◆ EXERCISE INSTRUCTIONS
Return every line of the data below that includes the string "index".

------------------------------------------------

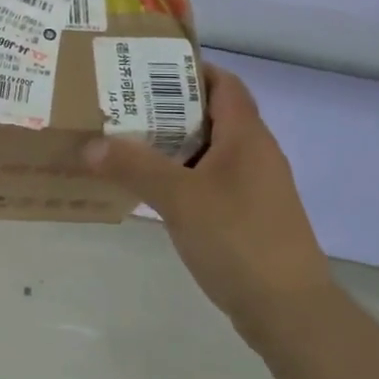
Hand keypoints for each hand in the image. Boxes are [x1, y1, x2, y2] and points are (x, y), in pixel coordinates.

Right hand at [84, 63, 328, 318]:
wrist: (289, 310)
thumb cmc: (238, 239)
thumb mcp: (180, 198)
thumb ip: (134, 167)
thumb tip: (90, 144)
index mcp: (247, 137)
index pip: (223, 83)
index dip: (190, 69)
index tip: (146, 68)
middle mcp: (255, 154)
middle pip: (212, 115)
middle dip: (168, 107)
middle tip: (123, 105)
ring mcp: (254, 188)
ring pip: (209, 151)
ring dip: (173, 144)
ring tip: (127, 142)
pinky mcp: (248, 217)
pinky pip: (210, 181)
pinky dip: (182, 176)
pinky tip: (152, 189)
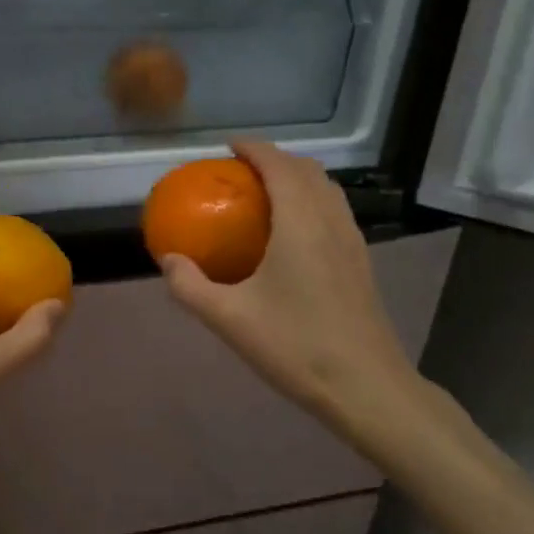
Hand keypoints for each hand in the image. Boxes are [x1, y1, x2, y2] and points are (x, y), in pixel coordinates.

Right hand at [159, 142, 442, 463]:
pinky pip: (335, 212)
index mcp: (300, 223)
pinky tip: (293, 234)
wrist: (366, 386)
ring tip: (266, 194)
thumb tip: (168, 260)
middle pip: (307, 170)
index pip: (279, 165)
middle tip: (242, 171)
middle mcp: (331, 221)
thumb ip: (190, 286)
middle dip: (275, 159)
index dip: (254, 148)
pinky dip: (311, 202)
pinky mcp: (361, 263)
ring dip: (297, 179)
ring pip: (327, 190)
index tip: (228, 147)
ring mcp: (352, 241)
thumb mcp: (229, 319)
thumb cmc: (295, 346)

------------------------------------------------

◆ EXERCISE ANSWER
index mcp: (247, 137)
index pip: (223, 83)
index dip: (190, 69)
index tip: (146, 68)
index mcp: (300, 223)
index pip: (279, 165)
index dip: (254, 148)
index tip: (228, 147)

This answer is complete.